▶ **About this exercise**
Every line below that has the string "Lintas" adds one to the count. Give that count by itself.

Stored data entries:
---

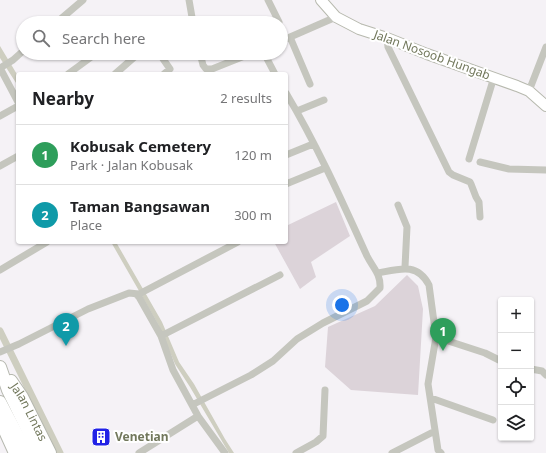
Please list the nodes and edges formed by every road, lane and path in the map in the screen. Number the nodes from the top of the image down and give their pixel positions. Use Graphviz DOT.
graph roads {
  1 [pos="83,0"];
  2 [pos="189,0"];
  3 [pos="268,0"];
  4 [pos="321,0"];
  5 [pos="64,16"];
  6 [pos="192,16"];
  7 [pos="277,16"];
  8 [pos="336,18"];
  9 [pos="290,37"];
  10 [pos="387,38"];
  11 [pos="546,47"];
  12 [pos="16,57"];
  13 [pos="87,60"];
  14 [pos="130,60"];
  15 [pos="164,60"];
  16 [pos="202,60"];
  17 [pos="238,60"];
  18 [pos="268,60"];
  19 [pos="1,67"];
  20 [pos="219,70"];
  21 [pos="71,72"];
  22 [pos="117,72"];
  23 [pos="166,72"];
  24 [pos="274,72"];
  25 [pos="494,77"];
  26 [pos="310,84"];
  27 [pos="529,92"];
  28 [pos="288,96"];
  29 [pos="16,98"];
  30 [pos="324,100"];
  31 [pos="546,106"];
  32 [pos="16,107"];
  33 [pos="297,111"];
  34 [pos="0,116"];
  35 [pos="313,144"];
  36 [pos="288,154"];
  37 [pos="16,157"];
  38 [pos="469,160"];
  39 [pos="480,162"];
  40 [pos="0,166"];
  41 [pos="325,168"];
  42 [pos="546,170"];
  43 [pos="288,183"];
  44 [pos="398,205"];
  45 [pos="480,217"];
  46 [pos="44,244"];
  47 [pos="234,244"];
  48 [pos="405,267"];
  49 [pos="0,270"];
  50 [pos="378,273"];
  51 [pos="280,275"];
  52 [pos="138,294"];
  53 [pos="161,336"];
  54 [pos="436,337"];
  55 [pos="2,352"];
  56 [pos="498,360"];
  57 [pos="534,370"];
  58 [pos="2,371"];
  59 [pos="546,375"];
  60 [pos="325,390"];
  61 [pos="431,398"];
  62 [pos="0,402"];
  63 [pos="195,404"];
  64 [pos="198,416"];
  65 [pos="0,420"];
  66 [pos="493,420"];
  67 [pos="435,431"];
  68 [pos="16,453"];
  69 [pos="27,453"];
  70 [pos="39,453"];
  71 [pos="50,453"];
  72 [pos="139,453"];
  73 [pos="225,453"];
  74 [pos="296,453"];
  75 [pos="392,453"];
  76 [pos="441,453"];
  1 -- 5 [label="street"];
  2 -- 6 [label="street"];
  3 -- 7 [label="street"];
  4 -- 8 [label="main road, Jalan Nosoob Hungab"];
  8 -- 9 [label="street"];
  8 -- 10 [label="main road, Jalan Nosoob Hungab"];
  9 -- 26 [label="street"];
  10 -- 25 [label="main road, Jalan Nosoob Hungab"];
  10 -- 45 [label="street"];
  11 -- 27 [label="street"];
  12 -- 19 [label="street"];
  13 -- 21 [label="street"];
  14 -- 22 [label="street"];
  15 -- 23 [label="street"];
  16 -- 20 [label="street"];
  17 -- 20 [label="street"];
  18 -- 24 [label="street"];
  19 -- 29 [label="street"];
  25 -- 27 [label="main road, Jalan Nosoob Hungab"];
  25 -- 38 [label="street"];
  27 -- 31 [label="main road, Jalan Nosoob Hungab"];
  28 -- 33 [label="street"];
  30 -- 33 [label="street"];
  32 -- 34 [label="street"];
  33 -- 35 [label="street"];
  35 -- 36 [label="street"];
  35 -- 41 [label="street"];
  37 -- 40 [label="street"];
  39 -- 42 [label="street"];
  41 -- 43 [label="street"];
  41 -- 50 [label="street"];
  44 -- 48 [label="street"];
  46 -- 49 [label="street"];
  47 -- 52 [label="street"];
  48 -- 50 [label="street"];
  48 -- 54 [label="street"];
  50 -- 63 [label="street"];
  51 -- 53 [label="street"];
  52 -- 53 [label="street"];
  52 -- 55 [label="street"];
  53 -- 63 [label="street"];
  54 -- 56 [label="street"];
  54 -- 61 [label="street"];
  57 -- 59 [label="street"];
  58 -- 70 [label="highway, Jalan Lintas"];
  58 -- 71 [label="highway, Jalan Lintas"];
  60 -- 74 [label="street"];
  61 -- 66 [label="street"];
  61 -- 67 [label="street"];
  62 -- 69 [label="highway, Jalan Lintas"];
  63 -- 64 [label="street"];
  64 -- 72 [label="street"];
  64 -- 73 [label="street"];
  65 -- 68 [label="highway"];
  67 -- 75 [label="street"];
  67 -- 76 [label="street"];
}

---

▶ **Response for this exercise**
3